I've heard of 'marriage or mortgage' melodramas using a similar effect for a train going by (just after the hero unties the girl from the tracks), doing a single curtain track with walk-along operation to pull a painted drop across the stage. Having enough wing space to accommodate the carrier's stacking depth is the main difficulty.
 
Just to continue the thread....I haven't found exactly what I was looking for, and I'm very concerned about maintaining tension horizontally along such a long distance. We had a long brainstorming this afternoon, and we're now looking at using roller chain to provide lateral force to individual trees that roll on straight casters. Not sure where we'll end up, but that's what we're exploring now.
 
Just to continue the thread....I haven't found exactly what I was looking for, and I'm very concerned about maintaining tension horizontally along such a long distance. We had a long brainstorming this afternoon, and we're now looking at using roller chain to provide lateral force to individual trees that roll on straight casters. Not sure where we'll end up, but that's what we're exploring now.

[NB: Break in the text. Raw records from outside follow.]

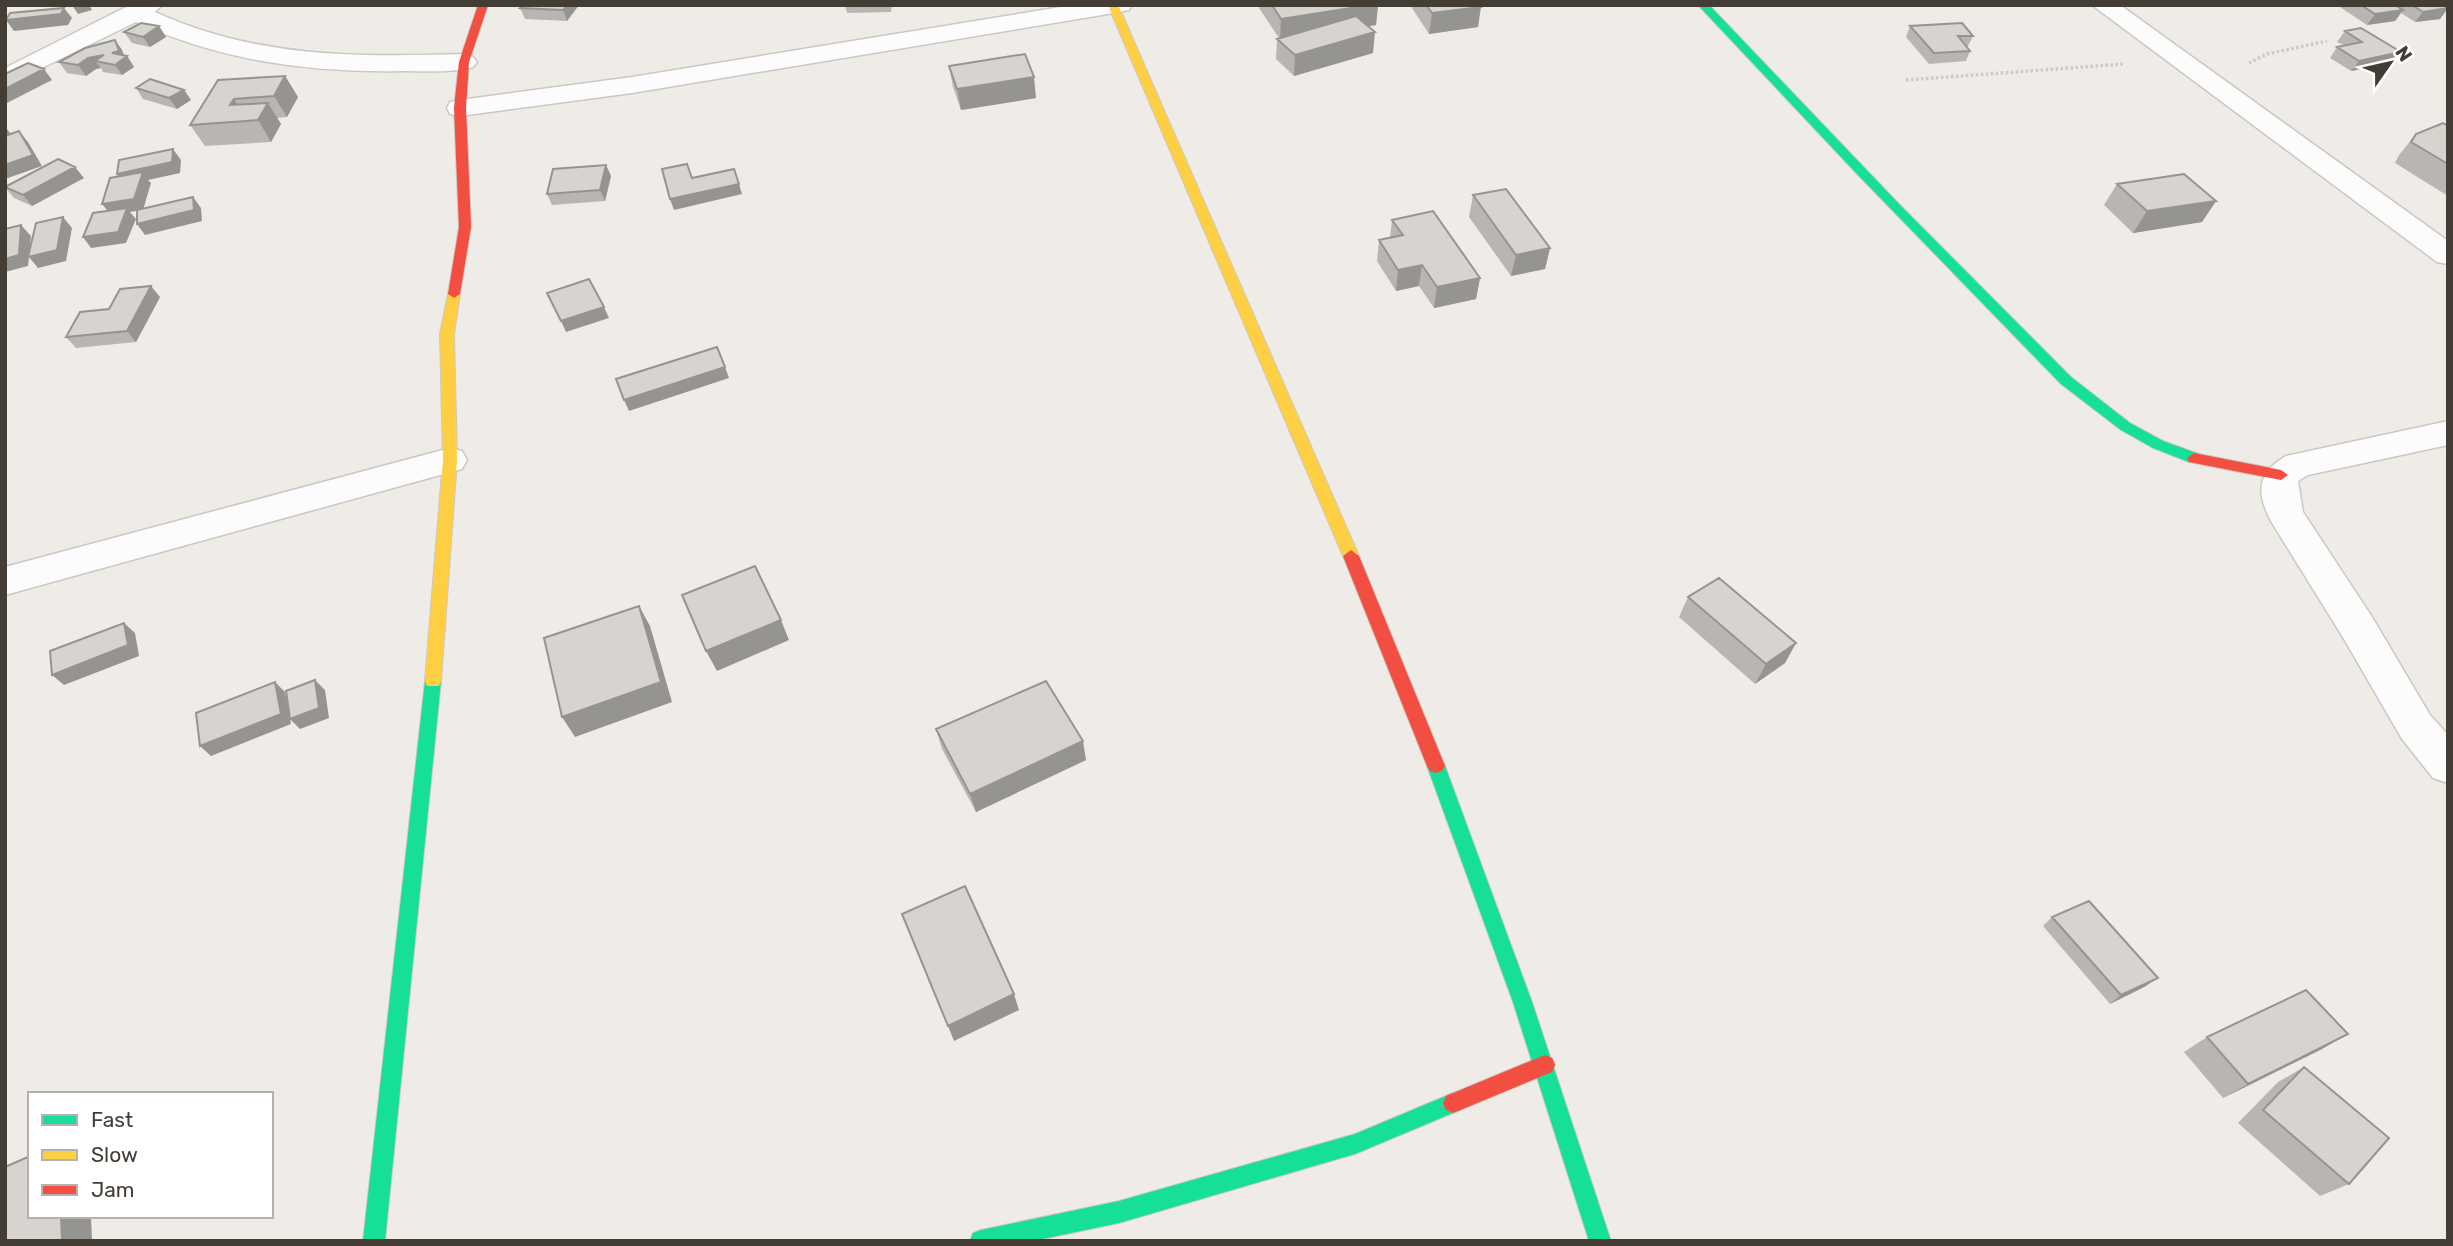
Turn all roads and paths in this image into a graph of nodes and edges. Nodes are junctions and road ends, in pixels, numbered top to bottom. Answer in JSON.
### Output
{"nodes":[{"id":1,"x":483,"y":5,"type":"edge"},
{"id":2,"x":1703,"y":5,"type":"edge"},
{"id":3,"x":2104,"y":5,"type":"edge"},
{"id":4,"x":1116,"y":6,"type":"edge"},
{"id":5,"x":142,"y":9,"type":"edge"},
{"id":6,"x":2327,"y":41,"type":"dead end"},
{"id":7,"x":2181,"y":60,"type":"junction"},
{"id":8,"x":464,"y":62,"type":"junction"},
{"id":9,"x":5,"y":78,"type":"edge"},
{"id":10,"x":1906,"y":80,"type":"dead end"},
{"id":11,"x":460,"y":108,"type":"junction"},
{"id":12,"x":2448,"y":255,"type":"edge"},
{"id":13,"x":2448,"y":433,"type":"edge"},
{"id":14,"x":450,"y":460,"type":"junction"},
{"id":15,"x":2281,"y":475,"type":"junction"},
{"id":16,"x":5,"y":581,"type":"edge"},
{"id":17,"x":2448,"y":765,"type":"edge"},
{"id":18,"x":1545,"y":1065,"type":"junction"},
{"id":19,"x":374,"y":1241,"type":"edge"},
{"id":20,"x":981,"y":1241,"type":"edge"},
{"id":21,"x":1600,"y":1241,"type":"edge"}],
"edges":[{"from":1,"to":8,"type":"street"},
{"from":2,"to":15,"type":"street"},
{"from":3,"to":7,"type":"street"},
{"from":4,"to":11,"type":"street"},
{"from":4,"to":18,"type":"street"},
{"from":5,"to":8,"type":"street"},
{"from":5,"to":9,"type":"street"},
{"from":6,"to":7,"type":"path"},
{"from":7,"to":10,"type":"path"},
{"from":7,"to":12,"type":"street"},
{"from":8,"to":11,"type":"street"},
{"from":11,"to":14,"type":"street"},
{"from":13,"to":15,"type":"street"},
{"from":14,"to":16,"type":"street"},
{"from":14,"to":19,"type":"street"},
{"from":15,"to":17,"type":"street"},
{"from":18,"to":20,"type":"street"},
{"from":18,"to":21,"type":"street"}]}
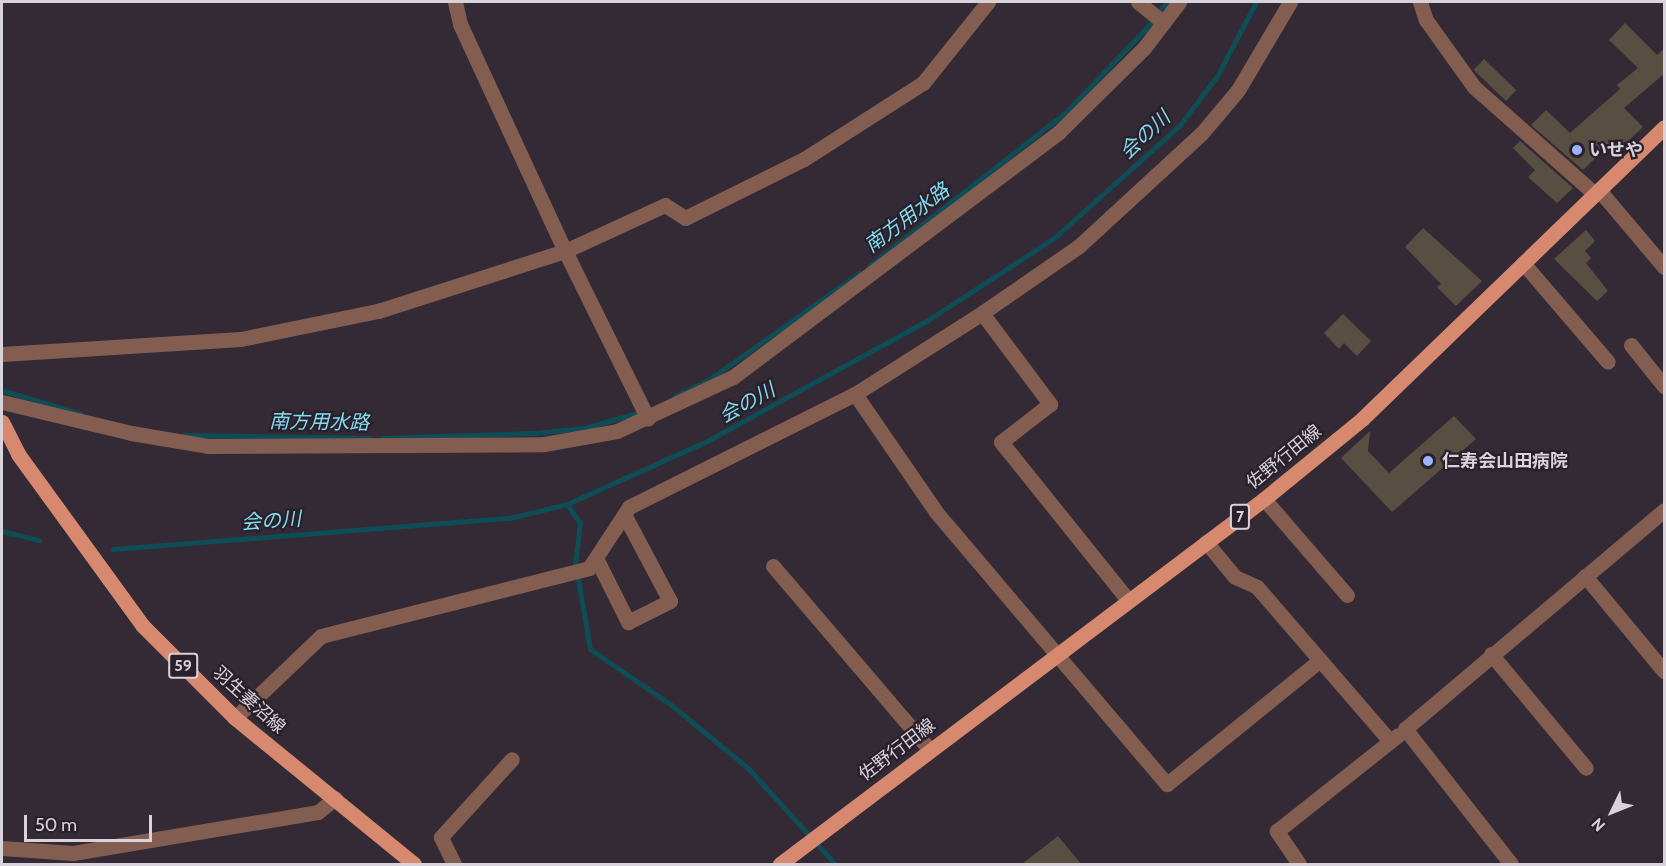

And this is exactly what we did. #40 roller chain, two sprockets, two drive shafts, four surface-mount bearings, and quite a few K-1 style attachment links from McMaster-Carr (well, got some compatible chain from an Amazon dealer for tons cheaper). Welded two braces that screwed to the floor and rigged a tensioning system using turnbuckles. Made a handle with a 1/2" black pipe and a PVC sleeve. Made 10' tall trees that rolled on straight casters (also needed a track in the floor to guarantee they stayed parallel with the chain) and a system of dropping and pulling J-hook pins to attach and detach the tree wagons from the roller track.

It was a fun project, effective for the show, and I didn't mind dropping that kind of coin because we will use almost all of it again. Maybe add a motor sometime rather than Freshman-power.